ALBERT B. ULRICH et al., Appellants, v. SAN JACINTO ESTATES et al., Defendants; ELLIOTT M. BANK et al., Respondents.

COUNSEL

Paul J. Otto and Irvin C. Evans for Appellants.

Harry H. Licker and Charles A. Bank for Respondents.

OPINION

HANSON, J. pro tem.

The primary question presented in this case is whether there was a failure to state a cause of action for rescission based on fraud, as the trial court held, merely because the complaint disclosed that the notice of rescission was not served until 72 days after the fraud was actually discovered.

In support of its ruling the trial court relied upon Campbell v. Title Guarantee & Trust Co., 121 Cal. App. 374 [9 P.2d 264], where the court said that, "From an examination of authorities, it would appear that thirty days is about the utmost length of time which the courts are disposed to allow to the purchaser for rescission unless there are unusual circumstances in the case excusing longer delay." In ruling, as it did, in the instant case the trial court did not have the benefit of the Supreme Court's recent holding in [109 Cal. App. 2d 649] Williams v. Marshall, 37 Cal. 2d 445 [235 P.2d 372], even though we freely concede that that decision is not in every respect a controlling precedent. In that case the court held that the trial court upon a hearing upon the merits was not in error in granting a rescission even though more than 15 months had elapsed between the date of the actual discovery of the fraud and the date on which the notice of rescission was served. However, it was there shown that in the interval the parties had negotiated to avoid litigation. [1] If, as the court held the trial court properly granted rescission, even though more than 15 months had elapsed between the actual discovery of the fraud and the service of the notice of rescission, because of the negotiations of the parties in the interval, it follows that the time element alone is not a controlling factor and that each case must be determined upon its own facts, i.e., upon the merits unless it is plain that the time element is so prolonged that as a matter of law no sufficient excuse could be shown on a trial upon the merits.

[2] The complaint before us is devoid of any allegation implying that the land involved was improved; that the plaintiffs made any use of the land; that its value had decreased since the date the alleged fraud was discovered; that it was of a character subject to rapid fluctuation; that by any words or acts the plaintiffs had indicated an affirmance of the contract; that the vendors had changed their position or were prejudiced by the fact that a more prompt notice of rescission was not served upon them. Accordingly, we deem it plain that there is nothing shown in the circumstances disclosed upon the face of the complaint that tends to indicate an inexcusable delay on the part of the plaintiffs or any reason why it would be inequitable to enter upon an inquiry as to the merits of the claim.

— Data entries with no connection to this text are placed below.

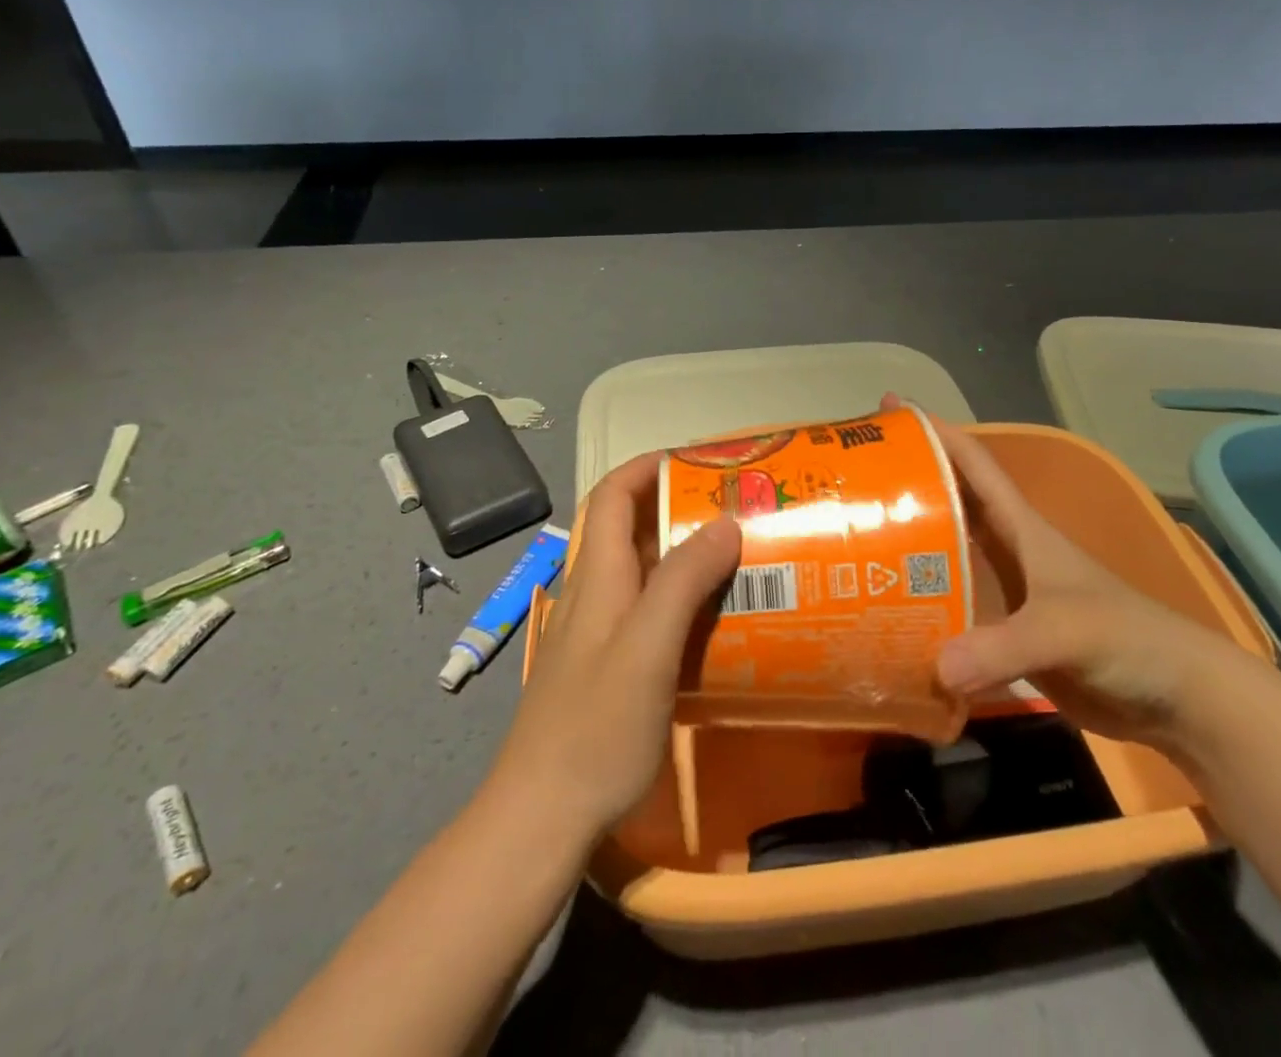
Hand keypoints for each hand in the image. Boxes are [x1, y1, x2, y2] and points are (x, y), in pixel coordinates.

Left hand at [490, 453, 740, 841]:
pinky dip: (682, 599)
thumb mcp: (647, 648)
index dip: (648, 466)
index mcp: (598, 577)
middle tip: (739, 510)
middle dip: (680, 508)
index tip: (700, 462)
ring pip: (643, 572)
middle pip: (632, 529)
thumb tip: (725, 521)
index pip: (613, 495)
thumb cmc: (595, 728)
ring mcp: (598, 634)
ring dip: (686, 554)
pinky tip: (715, 622)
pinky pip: (648, 612)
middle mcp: (594, 594)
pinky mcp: (607, 668)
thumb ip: (683, 581)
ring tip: (740, 558)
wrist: (540, 818)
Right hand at [889, 394, 1243, 744]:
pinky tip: (887, 613)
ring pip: (946, 555)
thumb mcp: (1065, 631)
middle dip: (908, 482)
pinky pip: (952, 607)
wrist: (1173, 696)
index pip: (975, 465)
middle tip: (854, 475)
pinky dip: (922, 605)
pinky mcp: (1005, 633)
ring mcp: (1007, 593)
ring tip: (854, 538)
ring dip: (908, 544)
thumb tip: (935, 667)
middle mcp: (1008, 551)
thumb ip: (1002, 647)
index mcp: (1022, 528)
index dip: (938, 433)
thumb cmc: (1125, 639)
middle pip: (950, 503)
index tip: (892, 409)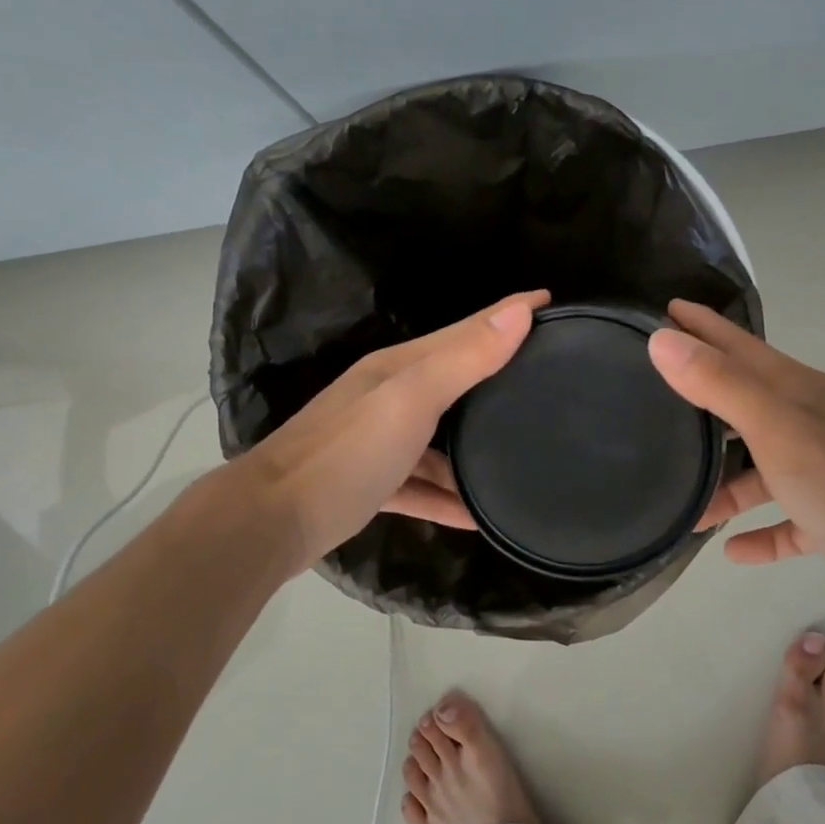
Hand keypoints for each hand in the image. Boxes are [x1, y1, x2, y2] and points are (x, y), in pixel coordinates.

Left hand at [232, 290, 547, 570]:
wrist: (271, 522)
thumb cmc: (347, 453)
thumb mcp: (411, 398)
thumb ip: (464, 358)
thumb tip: (520, 310)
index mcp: (400, 367)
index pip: (466, 329)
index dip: (509, 312)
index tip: (553, 302)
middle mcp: (390, 397)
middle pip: (456, 380)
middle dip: (499, 376)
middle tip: (548, 379)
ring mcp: (379, 442)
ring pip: (440, 438)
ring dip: (475, 449)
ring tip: (521, 458)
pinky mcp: (372, 484)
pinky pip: (422, 485)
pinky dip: (448, 497)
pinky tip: (476, 517)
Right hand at [649, 300, 824, 598]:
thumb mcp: (777, 429)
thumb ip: (720, 384)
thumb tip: (662, 340)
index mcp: (801, 392)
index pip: (741, 346)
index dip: (703, 327)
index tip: (665, 309)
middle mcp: (813, 423)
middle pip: (747, 403)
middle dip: (703, 399)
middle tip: (655, 396)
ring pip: (762, 468)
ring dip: (724, 483)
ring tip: (682, 501)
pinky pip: (787, 520)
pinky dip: (761, 531)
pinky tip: (733, 550)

As the trial court properly ruled that the complaint stated a cause of action for fraud, it follows that the right to a rescission on that ground was not eliminated as a matter of law, as the trial court ruled, merely because the plaintiffs delayed serving a notice of rescission for a period of 72 days after actual notice of the fraud. (Cf. Wadleigh v. Phelps, 149 Cal. 627, 633 [87 P. 93]; Zakaessian v. Zakaessian, 70 Cal. App. 2d 721, 727 [161 P.2d 677].)

The judgment is reversed with instructions to overrule the demurrer.

Doran, Acting P. J., and Drapeau, J., concurred.